The Jacobson Radical’s Role in Isomorphism Theorems for p-Adic Modules Extends to Topological Isomorphism

Abstract

For a complete discrete valuation domain R, a class of R-modules is said to satisfy an isomorphism theorem if an isomorphism between the endomorphism algebras of two modules in that class implies that the modules are isomorphic. A class satisfies a Jacobson radical isomorphism theorem if an isomorphism between only the Jacobson radicals of the endomorphism rings of two modules in that class implies that the modules are isomorphic. Jacobson radical isomorphism theorems exist for subclasses of the classes of torsion, torsion-free and mixed modules which satisfy an isomorphism theorem. Warren May investigated the use of the finite topology in isomorphism theorems, and showed that the topological setting allows an isomorphism theorem for a broader class of reduced mixed modules than the algebraic isomorphism alone.
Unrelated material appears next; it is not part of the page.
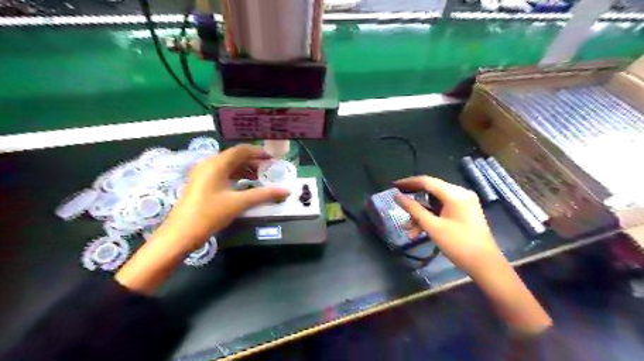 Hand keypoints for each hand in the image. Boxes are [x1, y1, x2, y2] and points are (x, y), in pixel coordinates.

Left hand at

The purpose of this paper is to prove that the parallels that exist between isomorphism theorems and Jacobson radical isomorphism theorems extend to the topological setting. The main result is that the class of reduced modules over a complete discrete valuation domain which contain an unbounded torsion submodule and are divisible modulo torsion satisfy a topological Jacobson radical isomorphism theorem.